EXERCISE DIRECTIONS
When you restate the data, keep every word as it is and drop the images.

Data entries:
##############################

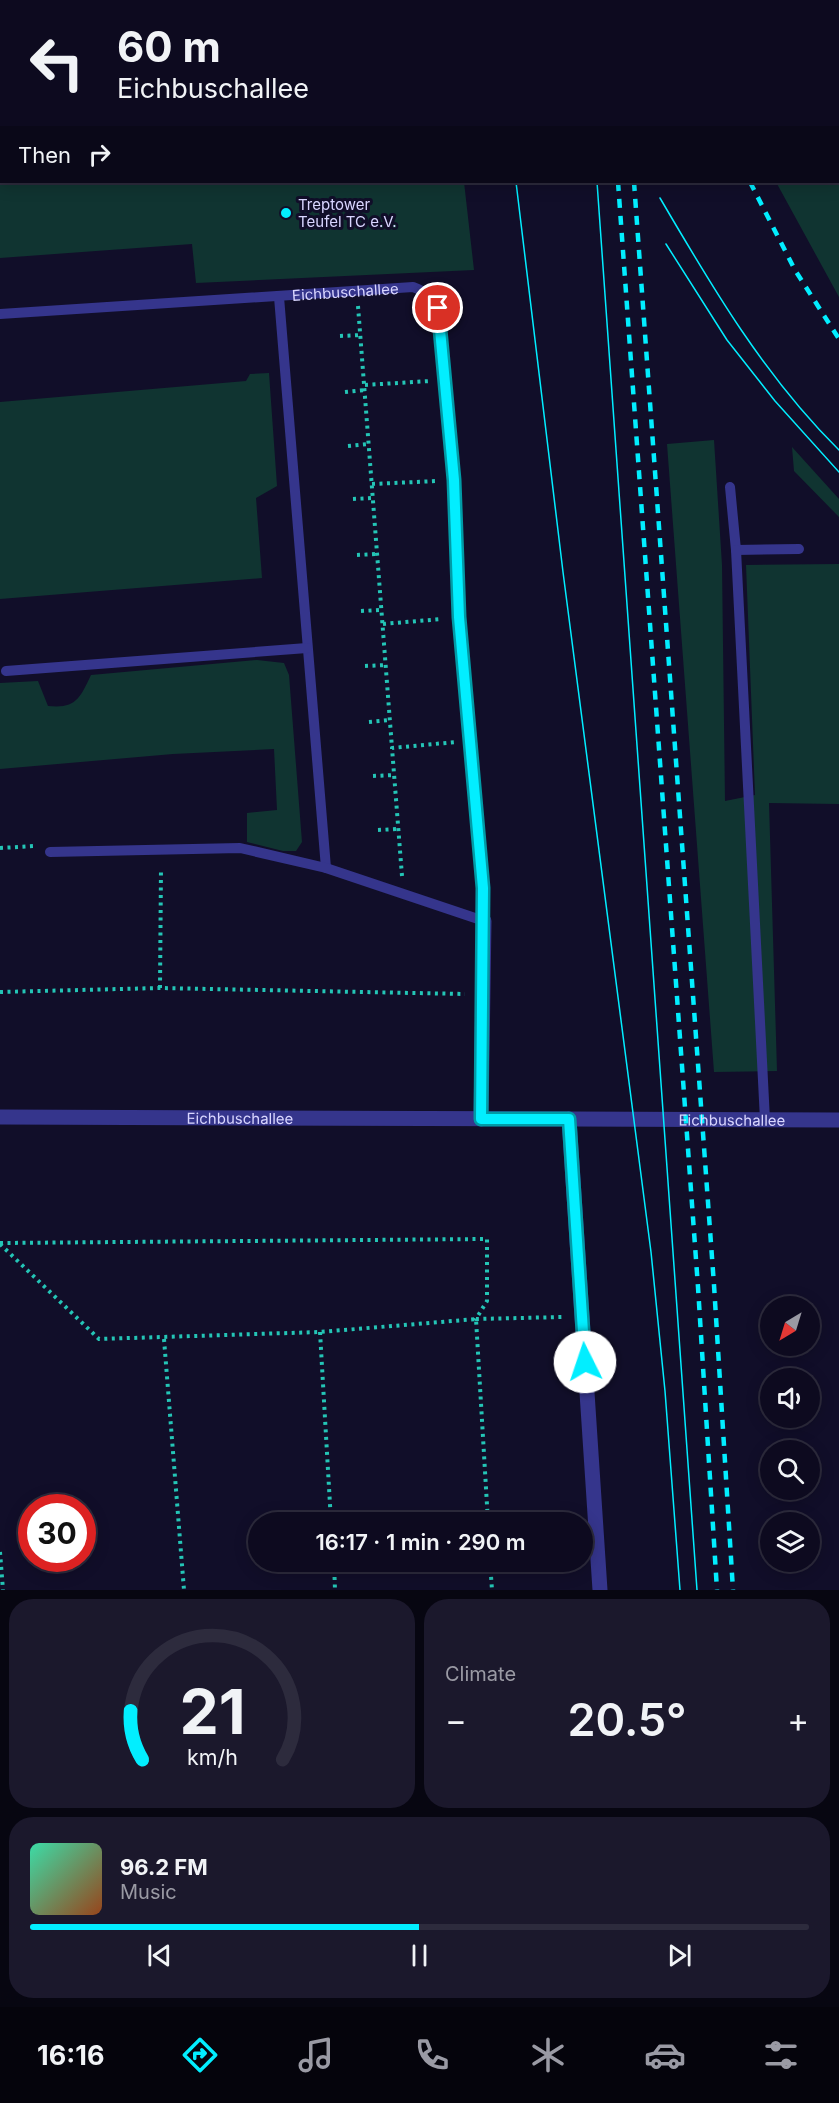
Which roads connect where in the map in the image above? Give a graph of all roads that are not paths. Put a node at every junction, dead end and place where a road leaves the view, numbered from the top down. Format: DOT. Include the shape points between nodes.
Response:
graph roads {
  1 [pos="279,297"];
  2 [pos="0,314"];
  3 [pos="730,487"];
  4 [pos="799,549"];
  5 [pos="736,550"];
  6 [pos="307,648"];
  7 [pos="6,671"];
  8 [pos="50,852"];
  9 [pos="326,868"];
  10 [pos="484,921"];
  11 [pos="0,1117"];
  12 [pos="481,1119"];
  13 [pos="569,1119"];
  14 [pos="765,1120"];
  15 [pos="839,1120"];
  16 [pos="600,1590"];
  1 -- 2 [label="lane, Eichbuschallee"];
  1 -- 6 [label="lane, Eichbuschallee"];
  1 -- 10 [label="lane, Eichbuschallee" via="413,287 426,292 438,308 454,480 459,617"];
  3 -- 5 [label="lane"];
  4 -- 5 [label="lane"];
  5 -- 14 [label="lane"];
  6 -- 7 [label="lane"];
  6 -- 9 [label="lane, Eichbuschallee"];
  8 -- 9 [label="lane" via="240,848"];
  9 -- 10 [label="lane"];
  10 -- 12 [label="street, Eichbuschallee"];
  11 -- 12 [label="street, Eichbuschallee"];
  12 -- 13 [label="street, Eichbuschallee"];
  13 -- 14 [label="street, Eichbuschallee"];
  13 -- 16 [label="street"];
  14 -- 15 [label="street, Eichbuschallee"];
}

##############################

RESPONSE AREA
Which roads connect where in the map in the image above? Give a graph of all roads that are not paths. Put a node at every junction, dead end and place where a road leaves the view, numbered from the top down. Format: DOT. Include the shape points between nodes.
Response:
graph roads {
  1 [pos="279,297"];
  2 [pos="0,314"];
  3 [pos="730,487"];
  4 [pos="799,549"];
  5 [pos="736,550"];
  6 [pos="307,648"];
  7 [pos="6,671"];
  8 [pos="50,852"];
  9 [pos="326,868"];
  10 [pos="484,921"];
  11 [pos="0,1117"];
  12 [pos="481,1119"];
  13 [pos="569,1119"];
  14 [pos="765,1120"];
  15 [pos="839,1120"];
  16 [pos="600,1590"];
  1 -- 2 [label="lane, Eichbuschallee"];
  1 -- 6 [label="lane, Eichbuschallee"];
  1 -- 10 [label="lane, Eichbuschallee" via="413,287 426,292 438,308 454,480 459,617"];
  3 -- 5 [label="lane"];
  4 -- 5 [label="lane"];
  5 -- 14 [label="lane"];
  6 -- 7 [label="lane"];
  6 -- 9 [label="lane, Eichbuschallee"];
  8 -- 9 [label="lane" via="240,848"];
  9 -- 10 [label="lane"];
  10 -- 12 [label="street, Eichbuschallee"];
  11 -- 12 [label="street, Eichbuschallee"];
  12 -- 13 [label="street, Eichbuschallee"];
  13 -- 14 [label="street, Eichbuschallee"];
  13 -- 16 [label="street"];
  14 -- 15 [label="street, Eichbuschallee"];
}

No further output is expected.